私は、越後さんに、近付き、口を塞ぎ、物陰に引き込む。
越後「何者っ!ふぐっ。」
はる「あんた、長州藩士だろ?殺されるぞ。すぐに仲間を連れて逃げろ。わかったな!」
そう言って、口に置いてた手を離すと、
越後「ふんっ!何奴かは知らんが、俺達が長州藩士?俺は、京の生まれだ。長州藩士の男なら、他に、一人いる。」
はる「忠告はした。すぐに逃げろ。解ったな。」
そして、私は、そのまま、長州藩邸に来ていた。
私は、桂様の前に飛び降りた。
バッと、桂様が、刀に手をかける。
私は、頭に被っていた頭巾を取る。
桂「君は・・・。

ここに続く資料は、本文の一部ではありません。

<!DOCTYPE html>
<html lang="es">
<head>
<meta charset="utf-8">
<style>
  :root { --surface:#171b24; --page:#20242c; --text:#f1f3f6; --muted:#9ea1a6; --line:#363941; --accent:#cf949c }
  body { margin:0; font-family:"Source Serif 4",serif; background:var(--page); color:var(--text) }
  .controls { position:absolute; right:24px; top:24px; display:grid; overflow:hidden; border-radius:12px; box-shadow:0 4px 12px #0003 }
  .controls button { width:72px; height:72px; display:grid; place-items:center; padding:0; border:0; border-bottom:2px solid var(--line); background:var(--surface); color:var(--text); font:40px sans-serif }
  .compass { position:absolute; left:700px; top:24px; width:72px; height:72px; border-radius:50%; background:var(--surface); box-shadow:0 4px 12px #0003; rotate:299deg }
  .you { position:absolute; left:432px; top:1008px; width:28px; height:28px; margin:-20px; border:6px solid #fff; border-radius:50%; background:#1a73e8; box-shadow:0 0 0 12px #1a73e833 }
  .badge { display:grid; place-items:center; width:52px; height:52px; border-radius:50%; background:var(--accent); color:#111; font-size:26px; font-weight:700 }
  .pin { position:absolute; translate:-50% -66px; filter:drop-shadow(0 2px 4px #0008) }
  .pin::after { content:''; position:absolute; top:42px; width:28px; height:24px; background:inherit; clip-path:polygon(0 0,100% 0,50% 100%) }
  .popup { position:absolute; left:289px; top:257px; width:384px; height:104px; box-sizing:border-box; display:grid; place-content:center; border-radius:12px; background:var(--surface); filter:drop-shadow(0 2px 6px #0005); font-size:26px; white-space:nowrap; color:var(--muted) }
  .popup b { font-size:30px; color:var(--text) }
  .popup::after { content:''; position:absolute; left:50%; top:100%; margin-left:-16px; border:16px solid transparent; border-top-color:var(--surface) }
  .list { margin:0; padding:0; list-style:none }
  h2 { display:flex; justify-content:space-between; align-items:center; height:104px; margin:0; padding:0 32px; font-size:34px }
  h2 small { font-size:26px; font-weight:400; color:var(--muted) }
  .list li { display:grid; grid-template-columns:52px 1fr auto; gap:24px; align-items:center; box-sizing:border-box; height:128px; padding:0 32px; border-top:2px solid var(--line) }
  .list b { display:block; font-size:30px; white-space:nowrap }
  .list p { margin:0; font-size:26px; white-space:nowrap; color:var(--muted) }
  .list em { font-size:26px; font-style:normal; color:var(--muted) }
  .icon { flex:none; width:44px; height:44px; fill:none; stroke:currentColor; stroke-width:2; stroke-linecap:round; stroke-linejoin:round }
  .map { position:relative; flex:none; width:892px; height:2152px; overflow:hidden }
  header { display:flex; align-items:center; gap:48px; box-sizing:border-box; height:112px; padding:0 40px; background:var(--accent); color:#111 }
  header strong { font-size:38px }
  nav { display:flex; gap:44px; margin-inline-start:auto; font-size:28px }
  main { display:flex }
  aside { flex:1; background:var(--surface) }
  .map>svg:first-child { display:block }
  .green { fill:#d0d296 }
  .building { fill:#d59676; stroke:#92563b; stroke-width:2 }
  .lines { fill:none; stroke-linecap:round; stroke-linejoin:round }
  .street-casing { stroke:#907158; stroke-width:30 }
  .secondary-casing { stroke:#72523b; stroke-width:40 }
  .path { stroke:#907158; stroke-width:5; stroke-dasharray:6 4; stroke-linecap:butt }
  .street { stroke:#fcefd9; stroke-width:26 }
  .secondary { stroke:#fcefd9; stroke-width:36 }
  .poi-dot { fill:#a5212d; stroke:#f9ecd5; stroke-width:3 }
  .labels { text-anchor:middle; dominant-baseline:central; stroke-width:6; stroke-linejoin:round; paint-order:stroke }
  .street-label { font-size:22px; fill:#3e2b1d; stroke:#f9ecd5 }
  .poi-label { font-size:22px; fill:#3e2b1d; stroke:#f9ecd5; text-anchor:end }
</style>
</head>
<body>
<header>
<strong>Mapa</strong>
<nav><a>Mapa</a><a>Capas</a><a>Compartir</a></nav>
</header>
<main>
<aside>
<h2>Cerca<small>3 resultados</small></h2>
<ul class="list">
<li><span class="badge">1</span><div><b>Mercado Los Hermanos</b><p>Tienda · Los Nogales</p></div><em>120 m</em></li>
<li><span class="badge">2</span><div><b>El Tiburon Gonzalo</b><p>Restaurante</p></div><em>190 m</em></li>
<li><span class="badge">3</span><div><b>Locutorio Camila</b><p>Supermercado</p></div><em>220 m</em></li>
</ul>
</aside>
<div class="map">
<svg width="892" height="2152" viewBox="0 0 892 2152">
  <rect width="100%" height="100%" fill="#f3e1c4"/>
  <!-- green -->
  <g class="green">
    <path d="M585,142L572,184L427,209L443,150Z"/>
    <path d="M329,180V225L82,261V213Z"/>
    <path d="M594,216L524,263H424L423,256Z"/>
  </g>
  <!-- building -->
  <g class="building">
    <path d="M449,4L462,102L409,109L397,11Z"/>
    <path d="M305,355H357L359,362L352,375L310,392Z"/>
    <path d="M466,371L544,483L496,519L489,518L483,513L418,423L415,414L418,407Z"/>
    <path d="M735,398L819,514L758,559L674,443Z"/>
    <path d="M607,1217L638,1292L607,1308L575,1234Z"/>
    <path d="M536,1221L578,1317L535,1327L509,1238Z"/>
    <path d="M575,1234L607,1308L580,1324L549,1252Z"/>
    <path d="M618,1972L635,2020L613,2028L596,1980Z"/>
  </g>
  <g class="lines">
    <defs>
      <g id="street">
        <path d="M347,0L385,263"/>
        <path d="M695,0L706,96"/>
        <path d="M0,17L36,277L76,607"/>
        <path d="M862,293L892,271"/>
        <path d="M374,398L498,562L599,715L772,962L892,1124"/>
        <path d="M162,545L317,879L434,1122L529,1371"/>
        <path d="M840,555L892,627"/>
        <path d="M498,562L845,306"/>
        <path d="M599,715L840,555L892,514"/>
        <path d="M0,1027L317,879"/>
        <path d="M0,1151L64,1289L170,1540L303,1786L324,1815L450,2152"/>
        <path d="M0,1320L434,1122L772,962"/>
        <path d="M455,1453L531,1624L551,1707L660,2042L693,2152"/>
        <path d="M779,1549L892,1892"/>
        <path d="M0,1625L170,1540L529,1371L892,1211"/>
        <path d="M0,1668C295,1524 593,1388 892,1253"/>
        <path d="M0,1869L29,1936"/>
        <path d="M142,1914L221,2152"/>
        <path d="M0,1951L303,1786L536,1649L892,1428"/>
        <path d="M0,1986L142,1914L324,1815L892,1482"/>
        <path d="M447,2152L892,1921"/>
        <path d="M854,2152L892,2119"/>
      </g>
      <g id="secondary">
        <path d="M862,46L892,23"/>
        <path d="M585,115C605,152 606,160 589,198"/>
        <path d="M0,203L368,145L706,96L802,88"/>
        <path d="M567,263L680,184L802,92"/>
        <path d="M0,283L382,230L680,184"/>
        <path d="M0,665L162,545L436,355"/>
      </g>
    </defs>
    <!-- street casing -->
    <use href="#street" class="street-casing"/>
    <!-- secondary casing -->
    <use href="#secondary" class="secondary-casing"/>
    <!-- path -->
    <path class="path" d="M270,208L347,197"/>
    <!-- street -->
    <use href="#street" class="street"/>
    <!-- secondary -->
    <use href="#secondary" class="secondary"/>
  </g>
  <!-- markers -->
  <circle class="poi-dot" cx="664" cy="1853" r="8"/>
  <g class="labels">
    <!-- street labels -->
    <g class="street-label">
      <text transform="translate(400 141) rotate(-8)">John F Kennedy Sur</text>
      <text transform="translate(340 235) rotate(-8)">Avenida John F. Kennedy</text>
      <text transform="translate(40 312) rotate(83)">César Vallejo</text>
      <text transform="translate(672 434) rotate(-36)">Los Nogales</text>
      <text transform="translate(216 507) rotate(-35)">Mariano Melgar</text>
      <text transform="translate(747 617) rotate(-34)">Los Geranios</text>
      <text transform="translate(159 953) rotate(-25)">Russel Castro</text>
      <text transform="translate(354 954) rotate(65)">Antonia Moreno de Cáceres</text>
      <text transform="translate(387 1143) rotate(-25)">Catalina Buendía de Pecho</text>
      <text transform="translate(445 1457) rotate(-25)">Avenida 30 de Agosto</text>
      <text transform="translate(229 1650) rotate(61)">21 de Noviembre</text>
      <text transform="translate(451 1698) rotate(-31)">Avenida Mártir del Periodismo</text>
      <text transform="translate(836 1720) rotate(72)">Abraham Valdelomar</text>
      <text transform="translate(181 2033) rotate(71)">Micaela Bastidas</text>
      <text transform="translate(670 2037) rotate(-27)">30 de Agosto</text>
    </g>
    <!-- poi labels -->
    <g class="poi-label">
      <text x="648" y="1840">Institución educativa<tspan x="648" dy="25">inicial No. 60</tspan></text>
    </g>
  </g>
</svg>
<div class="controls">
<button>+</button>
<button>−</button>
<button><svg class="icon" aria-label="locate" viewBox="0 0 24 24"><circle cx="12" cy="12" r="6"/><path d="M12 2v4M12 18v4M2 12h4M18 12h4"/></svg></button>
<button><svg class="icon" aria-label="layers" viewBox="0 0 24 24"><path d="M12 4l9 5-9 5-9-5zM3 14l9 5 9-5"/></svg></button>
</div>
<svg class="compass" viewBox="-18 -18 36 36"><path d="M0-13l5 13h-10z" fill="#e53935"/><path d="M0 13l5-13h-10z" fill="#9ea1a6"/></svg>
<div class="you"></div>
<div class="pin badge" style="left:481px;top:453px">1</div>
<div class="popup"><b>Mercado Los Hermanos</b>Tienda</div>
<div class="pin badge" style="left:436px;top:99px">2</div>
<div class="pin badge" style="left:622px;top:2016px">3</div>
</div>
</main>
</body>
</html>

高杉の・・・。」
はる「はい。小川 梅之助です。」
桂「どうしたんだ。こんな所に。」
はる「新選組の局長、芹沢 鴨が賊に殺されたというのはご存知ですか?」
桂「あぁ。でも、あれは、身内のイザコザだろう?」
はる「それを、長州藩士のせいにしようとしています。そして、狙われたのが、越後様達です。越後様には、忠告させていただきましたが、信じてもらえませんでした。どうか、桂様より、ご指示を!宜しくお願いします!」
すると、横から、殿方が声をかけてきた。
「もしかして、君が、高杉の愛妾ちゃん?」
振り向くと、ニコニコ顔の殿方が私を、興味深く見てきた。
はる「あの・・・。」
吉田「あぁ。ごめん。僕は、吉田 稔麿と申します。高杉の悪友。」
はる「あ!栄太郎様?」
吉田「そうそう。へぇ。この子か・・・。アイツがね。「もうベタ惚れです」って感じで惚気ちゃってるから一度は見てみたかったんだ。」
はる「はぁ・・・。」
吉田「ねぇ?桂さん?」
桂様は、「確かに。」と笑ってる。
吉田「頑張ってね?それに、ここに来たりして、危ない事をしては、ダメだよ?疑われるような事をして君が疑われたら、もう、君の目的は終わってしまう。いいね?」
はる「はい・・・。」
そして、私は、長州藩邸を出た。